Désintérêt pour les actifs bruns
Lorsque les performances ESG ne présentent rien qui vaillent, elles sont à l’origine de cessions d’actifs. Fin 2021, le géant pétrolier anglo-néerlandais Shell faisait marche arrière par rapport à ses ambitions annoncées en début d’année et vendait à l’américain ConocoPhillips un champ de pétrole au Texas pour 8,1 milliards d’euros. Une transaction sous contrainte pour Shell qui, d’après le Wall Street Journal, était "soumis à des pressions réglementaires pour accélérer l’abandon des investissements dans les énergies fossiles" et, en conséquence, "souhaitait réduire d’ici à 2030 ses émissions de carbone de 45 % par rapport à 2019".
Aux États-Unis, les actifs dits "bruns" restent attractifs pour les investisseurs
Fossé géographique
La cession réalisée par Shell est symptomatique d’une stratégie transactionnelle moins attentive aux enjeux environnementaux outre-Atlantique. Alors qu’en Europe, les accords de Paris et la réduction des émissions de CO2 sont de plus en plus présents dans les décisions d’investissement, aux États-Unis, les actifs dits "bruns" restent attractifs pour les investisseurs. "Nous avons vu sur un dossier de vente une partie des investisseurs européens reculer pour des raisons environnementales. Ce sont des investisseurs américains qui ont financé le projet en question, la transition énergétique n’était pas à leur ordre du jour", confie le partner d’un cabinet international de conseil en stratégie. Pourtant, l’administration Biden a mis son veto à plusieurs permis d’exploitation de champs d’hydrocarbure en Alaska.

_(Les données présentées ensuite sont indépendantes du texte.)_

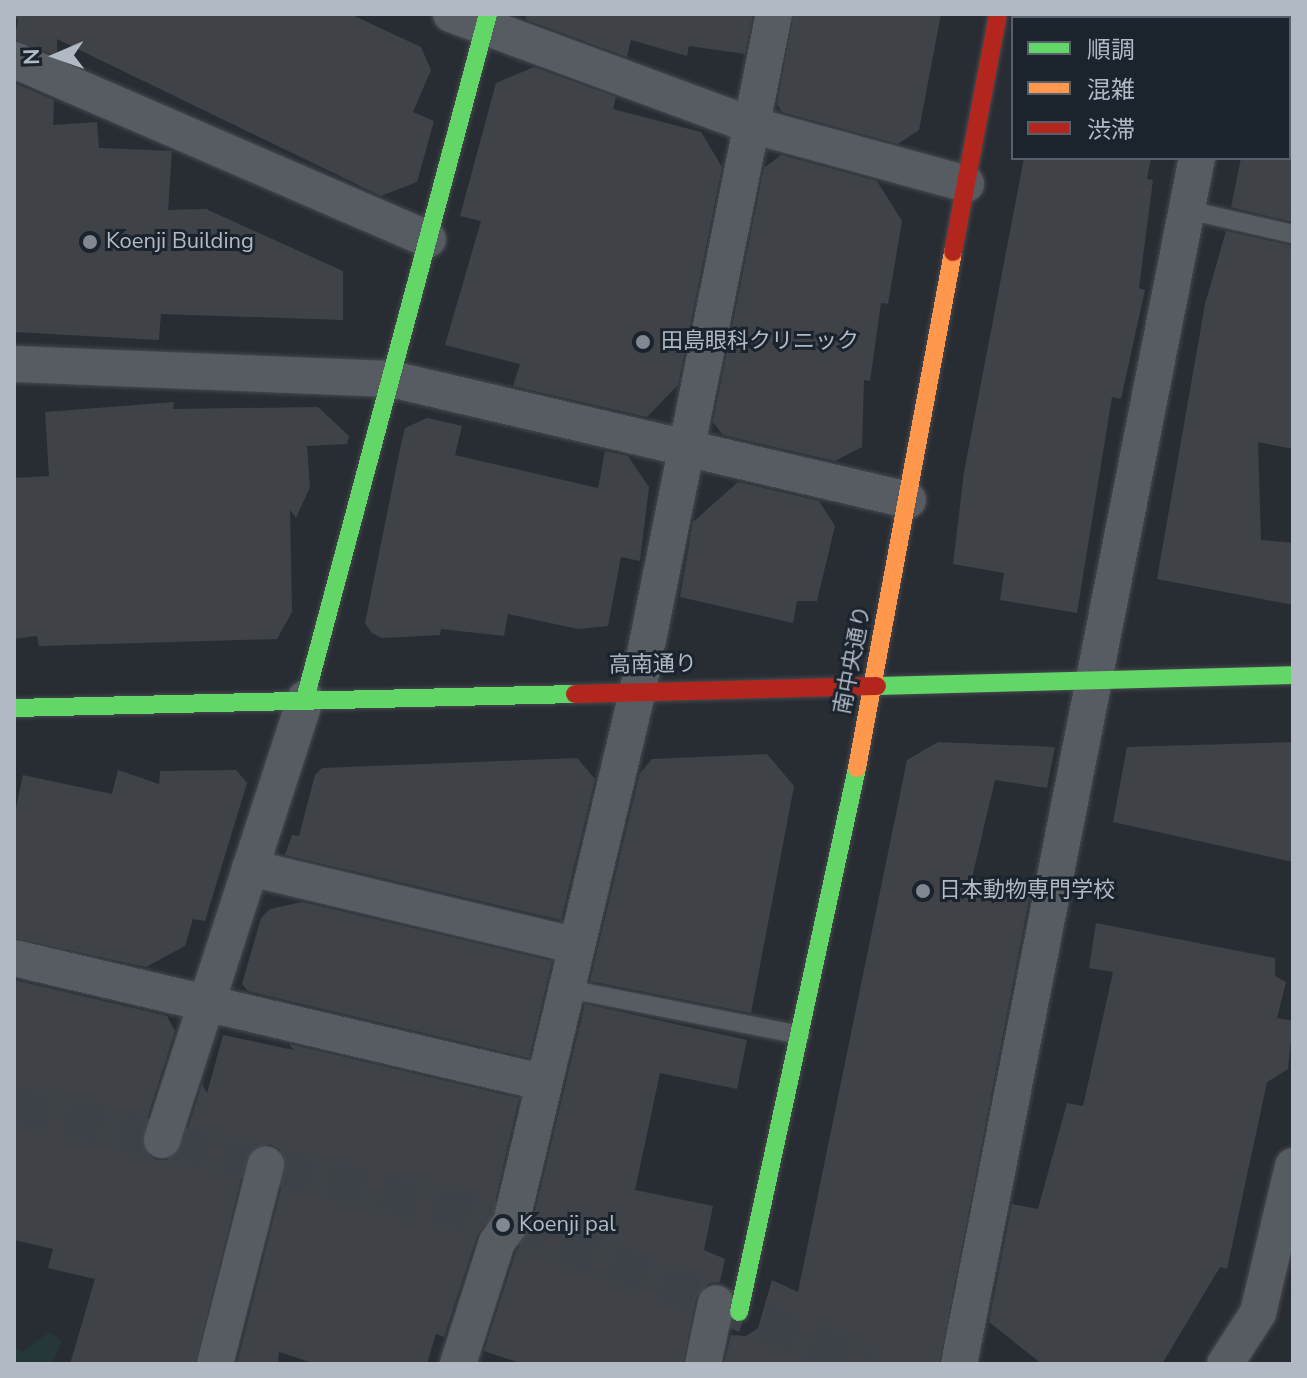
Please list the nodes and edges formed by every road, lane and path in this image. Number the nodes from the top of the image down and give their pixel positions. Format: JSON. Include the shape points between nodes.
{"nodes":[{"id":1,"x":451,"y":14,"type":"edge"},
{"id":2,"x":774,"y":14,"type":"edge"},
{"id":3,"x":998,"y":14,"type":"edge"},
{"id":4,"x":486,"y":22,"type":"edge"},
{"id":5,"x":14,"y":60,"type":"edge"},
{"id":6,"x":751,"y":125,"type":"junction"},
{"id":7,"x":1197,"y":160,"type":"edge"},
{"id":8,"x":966,"y":184,"type":"junction"},
{"id":9,"x":1188,"y":210,"type":"junction"},
{"id":10,"x":1293,"y":234,"type":"edge"},
{"id":11,"x":428,"y":239,"type":"junction"},
{"id":12,"x":14,"y":364,"type":"edge"},
{"id":13,"x":391,"y":379,"type":"junction"},
{"id":14,"x":689,"y":448,"type":"junction"},
{"id":15,"x":908,"y":500,"type":"junction"},
{"id":16,"x":1293,"y":675,"type":"edge"},
{"id":17,"x":1091,"y":682,"type":"junction"},
{"id":18,"x":873,"y":685,"type":"junction"},
{"id":19,"x":638,"y":689,"type":"junction"},
{"id":20,"x":305,"y":699,"type":"junction"},
{"id":21,"x":14,"y":708,"type":"edge"},
{"id":22,"x":250,"y":868,"type":"junction"},
{"id":23,"x":574,"y":945,"type":"junction"},
{"id":24,"x":14,"y":958,"type":"edge"},
{"id":25,"x":563,"y":988,"type":"junction"},
{"id":26,"x":207,"y":1001,"type":"junction"},
{"id":27,"x":801,"y":1035,"type":"junction"},
{"id":28,"x":541,"y":1082,"type":"junction"},
{"id":29,"x":162,"y":1140,"type":"dead end"},
{"id":30,"x":266,"y":1164,"type":"dead end"},
{"id":31,"x":1293,"y":1166,"type":"edge"},
{"id":32,"x":1288,"y":1212,"type":"edge"},
{"id":33,"x":728,"y":1308,"type":"joint"},
{"id":34,"x":215,"y":1364,"type":"edge"},
{"id":35,"x":458,"y":1364,"type":"edge"},
{"id":36,"x":703,"y":1364,"type":"edge"},
{"id":37,"x":959,"y":1364,"type":"edge"},
{"id":38,"x":1225,"y":1364,"type":"edge"}],
"edges":[{"from":1,"to":4,"type":"street"},
{"from":2,"to":6,"type":"street"},
{"from":3,"to":8,"type":"street","name":"南中央通り"},
{"from":4,"to":6,"type":"street"},
{"from":4,"to":11,"type":"street"},
{"from":5,"to":11,"type":"street"},
{"from":6,"to":8,"type":"street"},
{"from":6,"to":14,"type":"street"},
{"from":7,"to":9,"type":"street"},
{"from":8,"to":15,"type":"street","name":"南中央通り"},
{"from":9,"to":10,"type":"lane"},
{"from":9,"to":17,"type":"street"},
{"from":11,"to":13,"type":"street"},
{"from":12,"to":13,"type":"street"},
{"from":13,"to":14,"type":"street"},
{"from":13,"to":20,"type":"street"},
{"from":14,"to":15,"type":"street"},
{"from":14,"to":19,"type":"street"},
{"from":15,"to":18,"type":"street","name":"南中央通り"},
{"from":16,"to":17,"type":"street","name":"高南通り"},
{"from":17,"to":18,"type":"street","name":"高南通り"},
{"from":17,"to":37,"type":"street"},
{"from":18,"to":19,"type":"street","name":"高南通り"},
{"from":18,"to":27,"type":"street","name":"南中央通り"},
{"from":19,"to":20,"type":"street","name":"高南通り"},
{"from":19,"to":23,"type":"street"},
{"from":20,"to":21,"type":"street","name":"高南通り"},
{"from":20,"to":22,"type":"street"},
{"from":22,"to":23,"type":"street"},
{"from":22,"to":26,"type":"street"},
{"from":23,"to":25,"type":"street"},
{"from":24,"to":26,"type":"street"},
{"from":25,"to":27,"type":"lane"},
{"from":25,"to":28,"type":"street"},
{"from":26,"to":28,"type":"street"},
{"from":26,"to":29,"type":"street"},
{"from":27,"to":33,"type":"street","name":"南中央通り"},
{"from":28,"to":35,"type":"street","via":[[511,1223],[497,1242]]},
{"from":30,"to":34,"type":"street"},
{"from":31,"to":32,"type":"street"},
{"from":32,"to":38,"type":"street","via":[[1258,1313]]},
{"from":33,"to":36,"type":"street"}]}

Mais, en parallèle, le Sénat a voté la suppression d’une réglementation qui autorisait les gestionnaires de fonds de pension à prendre en compte des critères ESG dans leurs investissements. Des vents contraires qui s’expliquent par une politisation du débat autour des investissements pétroliers. L’investissement dit "ESG" est perçu par une partie des financiers, notamment républicains, comme une hérésie. Le secteur génère encore des superprofits, et la défense de l’environnement est vue comme fer de lance d’un "woke capitalism".

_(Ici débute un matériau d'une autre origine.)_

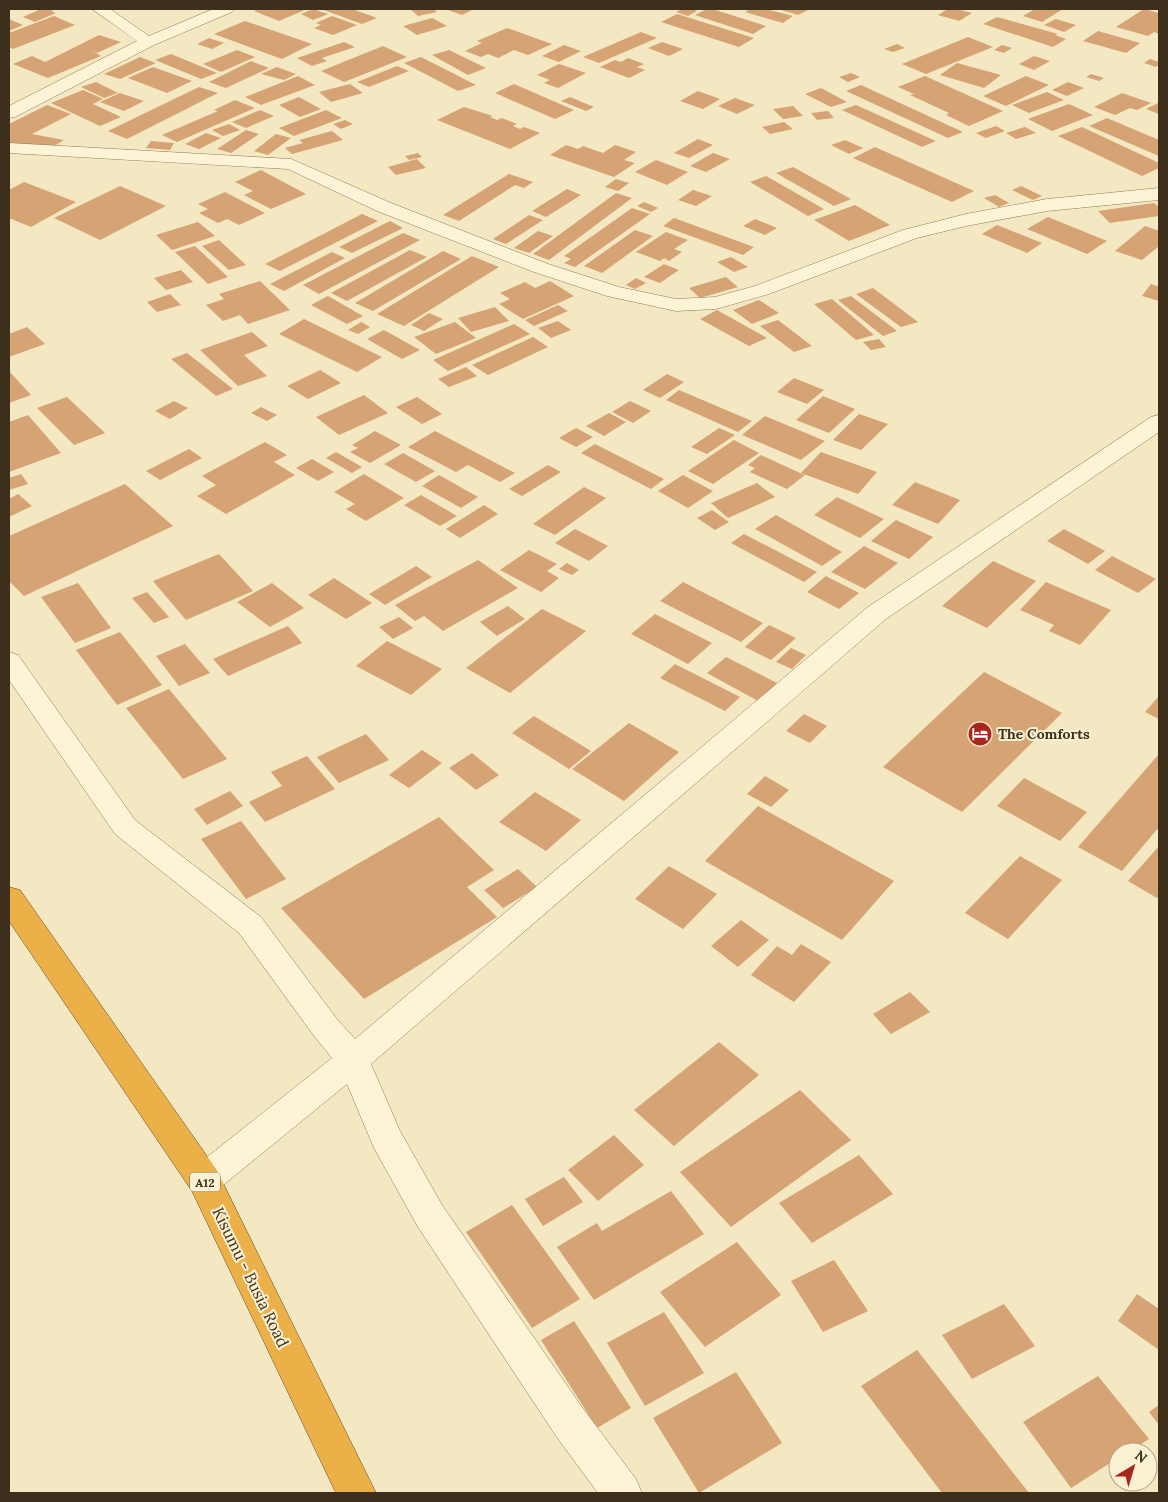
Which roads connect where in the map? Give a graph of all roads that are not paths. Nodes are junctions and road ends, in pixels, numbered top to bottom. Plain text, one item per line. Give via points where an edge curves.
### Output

L’investissement devient un champ de bataille politique où les transactions M&A sont des armes. ExxonMobile est un cas d’école en la matière. Le géant pétrolier américain vient d’annoncer un accord à 60 milliards de dollars pour acheter Pioneer Natural Resources, spécialiste de l’extraction de gaz et pétrole de schiste. Pourtant, l’été dernier le groupe a investi 4 milliards d’euros pour acheter une société spécialisée dans la captation de CO2. Le climat s’est bien fait une petite place à la table des transactions.